• _Exercise details_: Read through the listing, and wherever a line holds the word "Antonio", return it.

• _Data_:
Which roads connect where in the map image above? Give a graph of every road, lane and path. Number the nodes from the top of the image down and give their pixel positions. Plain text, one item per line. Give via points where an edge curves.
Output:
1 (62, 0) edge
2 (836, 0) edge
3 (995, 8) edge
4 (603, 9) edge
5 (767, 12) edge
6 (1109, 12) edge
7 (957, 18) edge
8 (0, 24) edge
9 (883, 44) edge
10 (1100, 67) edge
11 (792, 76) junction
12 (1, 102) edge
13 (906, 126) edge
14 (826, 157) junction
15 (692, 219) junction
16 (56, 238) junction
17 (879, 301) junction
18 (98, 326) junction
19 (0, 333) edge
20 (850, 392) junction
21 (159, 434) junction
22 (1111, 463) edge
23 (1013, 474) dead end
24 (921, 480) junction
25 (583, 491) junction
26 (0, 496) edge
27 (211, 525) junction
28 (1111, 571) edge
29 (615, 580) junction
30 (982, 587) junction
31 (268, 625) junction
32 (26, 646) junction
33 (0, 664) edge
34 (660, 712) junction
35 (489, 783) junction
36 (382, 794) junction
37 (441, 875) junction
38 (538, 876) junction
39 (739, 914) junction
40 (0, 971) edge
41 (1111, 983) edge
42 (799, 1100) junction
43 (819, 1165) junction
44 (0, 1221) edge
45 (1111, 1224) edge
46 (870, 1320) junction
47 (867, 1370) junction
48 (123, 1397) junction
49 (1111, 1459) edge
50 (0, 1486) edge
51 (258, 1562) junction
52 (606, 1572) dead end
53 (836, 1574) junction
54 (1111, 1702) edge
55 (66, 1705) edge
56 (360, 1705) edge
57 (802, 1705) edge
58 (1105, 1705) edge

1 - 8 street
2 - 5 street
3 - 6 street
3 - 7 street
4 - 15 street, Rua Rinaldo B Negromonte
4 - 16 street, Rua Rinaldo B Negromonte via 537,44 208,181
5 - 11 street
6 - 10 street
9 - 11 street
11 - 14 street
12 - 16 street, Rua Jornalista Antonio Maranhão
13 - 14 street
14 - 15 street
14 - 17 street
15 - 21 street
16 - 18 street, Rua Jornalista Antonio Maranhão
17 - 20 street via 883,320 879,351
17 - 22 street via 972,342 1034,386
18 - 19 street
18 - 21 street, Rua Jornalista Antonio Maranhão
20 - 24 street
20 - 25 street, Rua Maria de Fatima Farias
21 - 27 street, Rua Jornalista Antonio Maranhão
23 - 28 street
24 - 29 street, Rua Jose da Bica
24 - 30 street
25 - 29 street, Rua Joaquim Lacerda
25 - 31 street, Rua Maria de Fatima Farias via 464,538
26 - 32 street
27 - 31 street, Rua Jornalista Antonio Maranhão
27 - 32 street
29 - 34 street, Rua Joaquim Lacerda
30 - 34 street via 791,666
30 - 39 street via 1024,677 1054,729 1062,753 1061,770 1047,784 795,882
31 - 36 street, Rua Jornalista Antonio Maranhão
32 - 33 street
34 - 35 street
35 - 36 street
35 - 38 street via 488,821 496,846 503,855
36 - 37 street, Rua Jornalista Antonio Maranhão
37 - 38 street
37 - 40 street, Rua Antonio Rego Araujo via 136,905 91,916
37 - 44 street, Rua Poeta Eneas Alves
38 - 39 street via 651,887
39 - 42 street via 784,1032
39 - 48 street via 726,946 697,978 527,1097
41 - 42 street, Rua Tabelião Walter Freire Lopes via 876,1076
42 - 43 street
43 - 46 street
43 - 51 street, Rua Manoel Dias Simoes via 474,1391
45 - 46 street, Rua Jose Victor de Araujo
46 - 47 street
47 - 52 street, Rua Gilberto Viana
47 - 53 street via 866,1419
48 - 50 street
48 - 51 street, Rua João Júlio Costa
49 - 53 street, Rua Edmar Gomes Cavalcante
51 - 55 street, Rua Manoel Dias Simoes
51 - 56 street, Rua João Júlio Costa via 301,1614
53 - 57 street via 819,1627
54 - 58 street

• _Response below_:
12 - 16 street, Rua Jornalista Antonio Maranhão
16 - 18 street, Rua Jornalista Antonio Maranhão
18 - 21 street, Rua Jornalista Antonio Maranhão
21 - 27 street, Rua Jornalista Antonio Maranhão
27 - 31 street, Rua Jornalista Antonio Maranhão
31 - 36 street, Rua Jornalista Antonio Maranhão
36 - 37 street, Rua Jornalista Antonio Maranhão
37 - 40 street, Rua Antonio Rego Araujo via 136,905 91,916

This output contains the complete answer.